消して、奪って、きみだけを
ひと目で分かるほど軽薄な笑みを浮かべ、囲むように詰め寄ってくる。
思わずあとずさっても、まるで品定めでもするかのような目から逃れられなくて萎縮してしまう。
「あ、あの……」
「てか、めちゃくちゃかわいいよね。連絡先教えてよ」
「怖がんなくていいよー。俺ら、きみと仲良くなりたいだけだからさ。ほら、行こうよ」
強引に腕を掴まれ、ぐい、と引っ張られる。
わたしが抗う素振りを見せたからか強い力を込められてしまい振りほどけなくなった。
心臓がばくばくと早鐘を打ち、血の気が引いてしまう。
渇いた喉に言葉が張りついて出てこない。
(どうしよう。やだ。助けて、誰か……)
縋って祈るように目を瞑ったそのとき、掴まれた手の感触が消え去る。
ぱし、と払い除けて庇うように立ったのは叶人くんだった。
「汚い手でこの子に触らないでもらえますか」
一見、いつも通りに微笑んでいるけれど、その仮面の下に苛立ちが隠れているのがいまは見て取れた。
彼らは気色ばんだ様子で叶人くんを睨みつける。
「は? 何だよ、おまえ……生意気だな。俺ら、ここの卒業生なんだけど。先輩は敬えって社会のルールだろ」
「ちょっとナンパしたくらいで大げさだな。からかっただけじゃん」
その言葉に叶人くんの顔からすっと笑みが消えた。
射るほど冷ややかな視線を突きつけて言う。
「“からかった”で済むと思います? こんなに怯えて震えてるのに」
そう言われて、未だ震えの止まらない両手をたまらず握り締める。
じわ、と視界が滲んだ。
ようやく恐怖が現実感に追いついたからか、叶人くんが気づいて助けてくれたことに安心したからか、自分でも分からなかった。
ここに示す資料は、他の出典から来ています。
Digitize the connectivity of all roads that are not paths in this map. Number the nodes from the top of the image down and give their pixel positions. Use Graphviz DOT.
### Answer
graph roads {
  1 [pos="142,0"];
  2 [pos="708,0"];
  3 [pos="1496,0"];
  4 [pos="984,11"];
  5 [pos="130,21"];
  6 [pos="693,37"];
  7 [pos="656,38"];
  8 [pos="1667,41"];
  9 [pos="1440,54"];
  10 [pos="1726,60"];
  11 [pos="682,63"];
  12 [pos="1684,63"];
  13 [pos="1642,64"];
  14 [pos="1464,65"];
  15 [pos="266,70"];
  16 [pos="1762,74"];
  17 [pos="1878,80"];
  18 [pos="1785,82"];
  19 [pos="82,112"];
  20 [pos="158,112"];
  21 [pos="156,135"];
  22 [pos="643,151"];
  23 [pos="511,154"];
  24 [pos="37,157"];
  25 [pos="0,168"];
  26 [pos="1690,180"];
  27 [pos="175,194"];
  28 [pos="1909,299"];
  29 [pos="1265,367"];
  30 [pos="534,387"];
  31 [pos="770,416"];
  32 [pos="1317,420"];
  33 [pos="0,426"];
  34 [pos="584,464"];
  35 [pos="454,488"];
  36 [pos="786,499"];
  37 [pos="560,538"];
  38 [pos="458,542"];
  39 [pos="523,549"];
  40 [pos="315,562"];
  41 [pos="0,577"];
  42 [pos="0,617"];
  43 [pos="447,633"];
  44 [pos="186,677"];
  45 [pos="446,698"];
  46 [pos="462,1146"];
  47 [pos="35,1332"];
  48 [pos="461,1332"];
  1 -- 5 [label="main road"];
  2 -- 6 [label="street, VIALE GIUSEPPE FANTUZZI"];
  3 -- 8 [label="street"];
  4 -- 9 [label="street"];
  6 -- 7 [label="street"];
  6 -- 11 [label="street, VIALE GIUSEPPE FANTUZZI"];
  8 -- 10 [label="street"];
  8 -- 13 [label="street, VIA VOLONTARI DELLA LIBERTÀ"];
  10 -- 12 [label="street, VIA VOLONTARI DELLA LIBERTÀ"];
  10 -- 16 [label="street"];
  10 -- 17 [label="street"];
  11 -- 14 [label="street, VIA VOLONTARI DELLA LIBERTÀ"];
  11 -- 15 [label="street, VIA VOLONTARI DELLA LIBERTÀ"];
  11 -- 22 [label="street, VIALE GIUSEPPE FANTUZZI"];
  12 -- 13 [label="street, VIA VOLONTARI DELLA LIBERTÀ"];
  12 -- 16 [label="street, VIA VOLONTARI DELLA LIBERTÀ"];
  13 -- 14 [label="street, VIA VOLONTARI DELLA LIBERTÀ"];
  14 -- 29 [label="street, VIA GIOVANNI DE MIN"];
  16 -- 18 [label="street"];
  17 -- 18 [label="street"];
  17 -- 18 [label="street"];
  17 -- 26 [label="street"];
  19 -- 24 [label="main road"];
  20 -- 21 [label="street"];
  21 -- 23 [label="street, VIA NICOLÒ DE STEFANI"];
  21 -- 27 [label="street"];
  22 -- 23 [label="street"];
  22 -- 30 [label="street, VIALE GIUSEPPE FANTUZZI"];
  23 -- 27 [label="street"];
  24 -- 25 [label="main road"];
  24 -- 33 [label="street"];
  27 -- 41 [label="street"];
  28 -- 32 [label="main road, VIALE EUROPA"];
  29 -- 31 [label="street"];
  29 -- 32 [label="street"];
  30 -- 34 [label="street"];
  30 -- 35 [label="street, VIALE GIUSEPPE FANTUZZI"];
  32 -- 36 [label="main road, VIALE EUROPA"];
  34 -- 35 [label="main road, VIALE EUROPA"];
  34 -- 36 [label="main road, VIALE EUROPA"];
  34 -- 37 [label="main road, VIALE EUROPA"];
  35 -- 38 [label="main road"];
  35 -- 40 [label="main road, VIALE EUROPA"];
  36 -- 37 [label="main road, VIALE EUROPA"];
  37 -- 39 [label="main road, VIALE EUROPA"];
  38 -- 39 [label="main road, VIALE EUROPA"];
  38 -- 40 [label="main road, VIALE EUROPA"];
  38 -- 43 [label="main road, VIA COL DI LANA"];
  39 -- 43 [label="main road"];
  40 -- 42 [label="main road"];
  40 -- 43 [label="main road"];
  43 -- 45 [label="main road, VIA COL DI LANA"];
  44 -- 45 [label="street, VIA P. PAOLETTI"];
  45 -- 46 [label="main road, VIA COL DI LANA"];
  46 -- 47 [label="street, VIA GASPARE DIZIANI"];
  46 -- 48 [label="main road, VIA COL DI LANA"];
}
「ね? 恥の上塗りをする前にさっさと消えてください。……先輩」
温度の低い静かなその怒りは、怒鳴り散らすよりよっぽど迫力があって恐ろしい。
気圧されたようにさっと青ざめた彼らは「い、行こうぜ」と逃げるように駆けていった。
「大丈夫? 羽衣」
くるりと振り向いた叶人くんは一転して、優しく労るような表情をたたえる。
戸惑いがまだ拭えないながらもどうにか頷いてみせた。
「だ、大丈夫。ありがとう、叶人くんのお陰で助かった。……また」
心臓はまだナーバスな拍動を刻んでいるけれど、彼が助けてくれて本当にほっとした。
“助けて”と無意識に縋った相手は叶人くんだったと自覚する。
「当然だよ。羽衣が困ってたら何度でも助けるし守る。そう言ったでしょ」
その優しい眼差しにますます安堵が広がって、強張った身体がほどけていく。
『今度は僕が守ってあげる』
確かに叶人くんはそう言ってくれていた。
だけど“今度は”ってどういうことだろう。
今度どころか毎回毎回、わたしが守ってもらってばかりいるのに。